Seit jeher erfüllt die Jurte alle Bedürfnisse der Nomaden und bietet praktischen Wohnkomfort.

✔ Schneller Auf- und Abbau in weniger als einer Stunde durch eine Familie

✔ Einfacher Transport auf Kamelen, Pferden oder per Auto

✔ Filzabdeckung ist widerstandsfähig, natürlich isolierend und feuerfest

✔ Das Dachfenster dient als Lichtquelle und als Schornstein für Feuerstellen oder Öfen

Die Gitterwände der Jurte wurden traditionell mit Lederriemen befestigt.
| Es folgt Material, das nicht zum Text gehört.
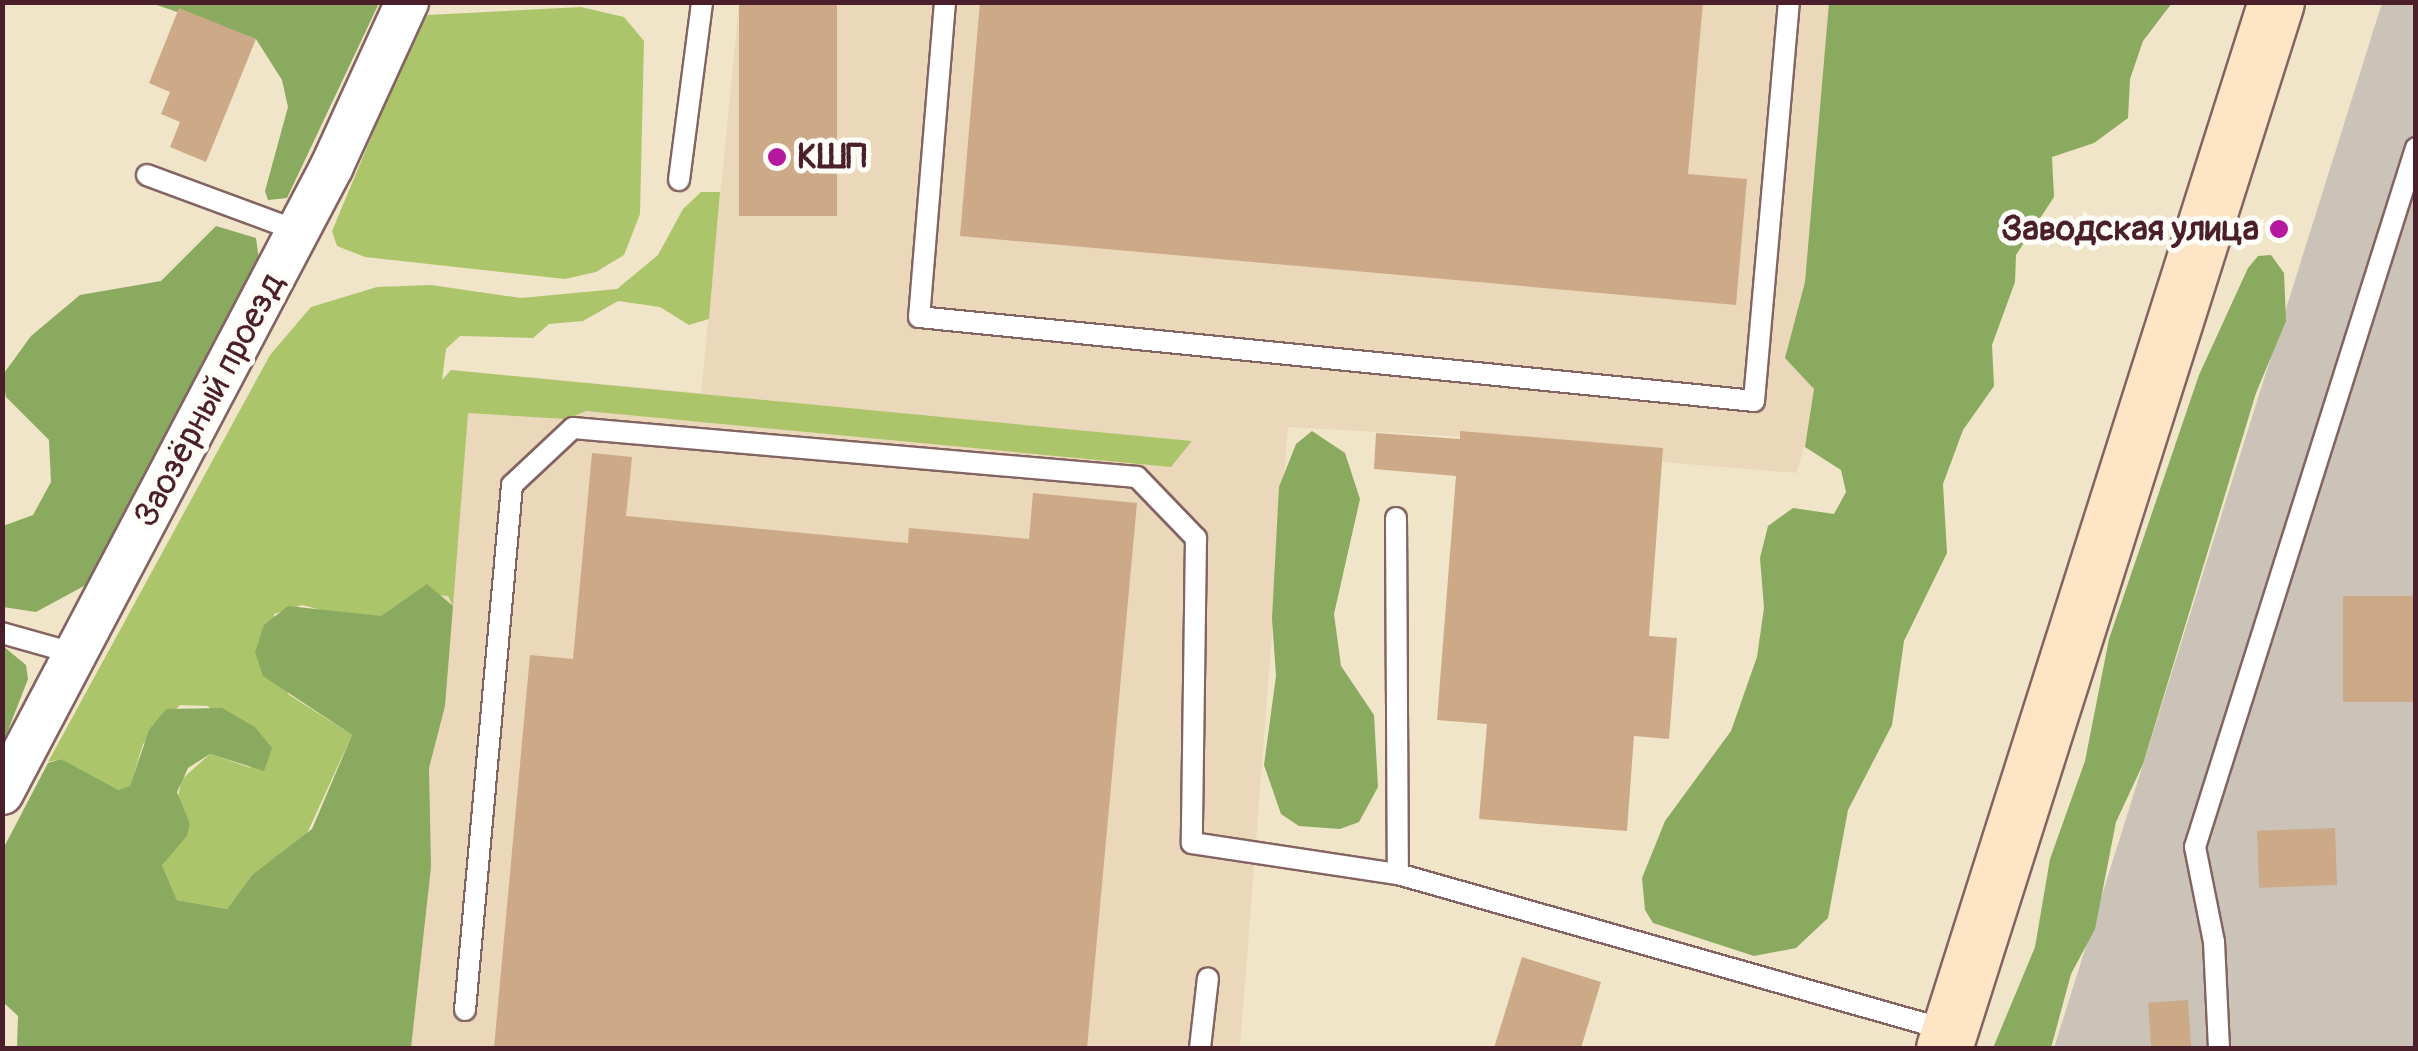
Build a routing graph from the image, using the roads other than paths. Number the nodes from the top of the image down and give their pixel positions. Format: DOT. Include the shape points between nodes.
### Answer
graph roads {
  1 [pos="407,2"];
  2 [pos="702,2"];
  3 [pos="945,2"];
  4 [pos="1790,2"];
  5 [pos="2276,2"];
  6 [pos="2416,148"];
  7 [pos="147,175"];
  8 [pos="679,180"];
  9 [pos="298,231"];
  10 [pos="1396,518"];
  11 [pos="2,633"];
  12 [pos="76,654"];
  13 [pos="2,793"];
  14 [pos="1398,874"];
  15 [pos="1208,978"];
  16 [pos="465,1010"];
  17 [pos="1947,1039"];
  18 [pos="1200,1048"];
  19 [pos="2219,1048"];
  1 -- 9 [label="street, Заозёрный проезд"];
  2 -- 8 [label="lane"];
  3 -- 4 [label="lane" via="919,317 1754,401"];
  5 -- 17 [label="street"];
  6 -- 19 [label="lane" via="2195,847 2214,942"];
  7 -- 9 [label="lane"];
  9 -- 12 [label="street, Заозёрный проезд"];
  10 -- 14 [label="lane"];
  11 -- 12 [label="lane"];
  12 -- 13 [label="street, Заозёрный проезд"];
  14 -- 16 [label="lane" via="1192,843 1196,538 1137,478 573,428 512,485"];
  14 -- 17 [label="lane"];
  15 -- 18 [label="lane"];
}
Heute werden auch robuste Seile oder Wollkordeln verwendet.

Ein weiteres Merkmal: Turksprachige Jurten (Kasachisch, Kirgisisch, Karakalpakisch) haben keine Stützsäulen, da sie über ein hohes Gewölbe mit Verstrebungen entlang des Perimeters verfügen.

Optimale Belüftung & Lichtregulierung

✔ Der Rauch steigt durch das geöffnete Tunduk-Fenster ab, wodurch sich keine schädlichen Abgase im Inneren sammeln.

✔ Tagsüber spendet das Dachloch Licht, nachts kann es einfach mit einer Schnur geschlossen werden.

✔ Bei Hitze können die Seitenklappen angehoben werden, wodurch Luft durch die Gitterwände strömt und ein angenehmes, kühles Klima entsteht.

Die Struktur einer traditionellen Jurte

✔ Der Ehrenplatz („Tor“) – für die wichtigsten Gäste, direkt gegenüber dem Eingang.

✔ Der Eingang zeigt nach Osten, damit das erste Morgenlicht in die Jurte fällt.

✔ Die rechte Seite (vom Eingang aus) gehört den Frauen und dient als Lager für Haushaltsgegenstände.

✔ Die linke Seite gehört den Männern, hier werden Waffen, Sättel und andere Wertgegenstände aufbewahrt.

✔ In der Mitte befindet sich die Feuerstelle oder der Herd.

Traditionell wird die Jurte komplett mit Filz bedeckt, der in verschiedenen Farbtönen vorkommen kann – von weiß über dunkelbraun bis grau.

Moderne Nutzung der Jurten

Heutzutage werden Jurten immer noch von Nomaden und Viehzüchtern in Kasachstan, Usbekistan, Kirgisistan und der Mongolei genutzt – einfach wegen ihrer Praktikabilität.

Auch für touristische Zwecke werden Jurten immer beliebter. In Usbekistan, Kirgisistan, der Mongolei und Kasachstan haben Touristen die Möglichkeit, in Jurten zu übernachten und so die nomadische Kultur und Lebensweise hautnah zu erleben.

Vielen Dank für Ihre Aufmerksamkeit.